F.D.I.C. oversight of Signature Bank was sluggish

The F.D.I.C. only downgraded Signature Bank’s overall regulatory rating the day before it failed. In an accompanying letter, the regulator notified the bank that it was initiating an enforcement action, which Signature’s failure immediately rendered moot, according to the G.A.O.

The F.D.I.C. found it was not forceful enough when telling Signature Bank leaders that they needed to fix big problems regulators had identified with their risk management strategies.

The G.A.O. described the F.D.I.C.’s attempts to get Signature’s management back on track as “inadequate given the bank’s longstanding liquidity and management deficiencies.”

The banking industry may face changes as a result

The Fed is poised to look at its stress tests, which assess the health of banks and their resilience to shocks.

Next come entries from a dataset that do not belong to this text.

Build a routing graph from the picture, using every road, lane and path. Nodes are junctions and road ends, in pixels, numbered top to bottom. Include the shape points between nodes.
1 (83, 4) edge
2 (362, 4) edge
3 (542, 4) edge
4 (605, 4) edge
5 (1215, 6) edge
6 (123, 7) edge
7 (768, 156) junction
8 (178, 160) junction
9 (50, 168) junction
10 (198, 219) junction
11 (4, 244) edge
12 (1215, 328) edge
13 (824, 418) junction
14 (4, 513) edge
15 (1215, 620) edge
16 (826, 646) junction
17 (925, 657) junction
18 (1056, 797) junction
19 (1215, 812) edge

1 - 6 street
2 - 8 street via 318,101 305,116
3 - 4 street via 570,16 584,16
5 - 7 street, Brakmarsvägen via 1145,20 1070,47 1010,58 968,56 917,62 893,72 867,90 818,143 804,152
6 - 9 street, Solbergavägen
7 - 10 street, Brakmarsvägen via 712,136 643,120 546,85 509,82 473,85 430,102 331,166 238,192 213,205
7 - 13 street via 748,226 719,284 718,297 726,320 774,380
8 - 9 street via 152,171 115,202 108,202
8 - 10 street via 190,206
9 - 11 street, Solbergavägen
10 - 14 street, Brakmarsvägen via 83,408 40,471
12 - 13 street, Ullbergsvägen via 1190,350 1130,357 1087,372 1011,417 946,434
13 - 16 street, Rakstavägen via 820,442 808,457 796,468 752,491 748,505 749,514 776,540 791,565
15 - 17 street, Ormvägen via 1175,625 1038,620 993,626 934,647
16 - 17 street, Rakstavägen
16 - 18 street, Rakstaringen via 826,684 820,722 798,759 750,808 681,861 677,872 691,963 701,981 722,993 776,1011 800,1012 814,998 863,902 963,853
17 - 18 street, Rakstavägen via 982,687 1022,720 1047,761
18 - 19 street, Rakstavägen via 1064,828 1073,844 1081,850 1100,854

It is also set to consider whether gains or losses in banks’ security portfolios should be factored into capital assessments — money banks can tap readily in a crisis — for more firms.

The Fed is also looking into standards for bank leaders’ incentive compensation, according to a summary of the review by Michael Barr, the Fed’s vice chair. Making those guidelines tougher could potentially deter risk-taking.

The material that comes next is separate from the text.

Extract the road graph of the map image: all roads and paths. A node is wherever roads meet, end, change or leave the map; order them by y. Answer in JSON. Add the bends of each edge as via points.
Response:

The Fed is set to reconsider how it polices banks with more than $100 billion in assets, on which rules were previously relaxed.

The G.A.O. reiterated its recommendation from 2011 that bank regulators expand the list of problems that would trigger “prompt corrective action” — remedies implemented faster than was required of Signature or Silicon Valley Bank. Regulators still have not expanded that list, according to the G.A.O.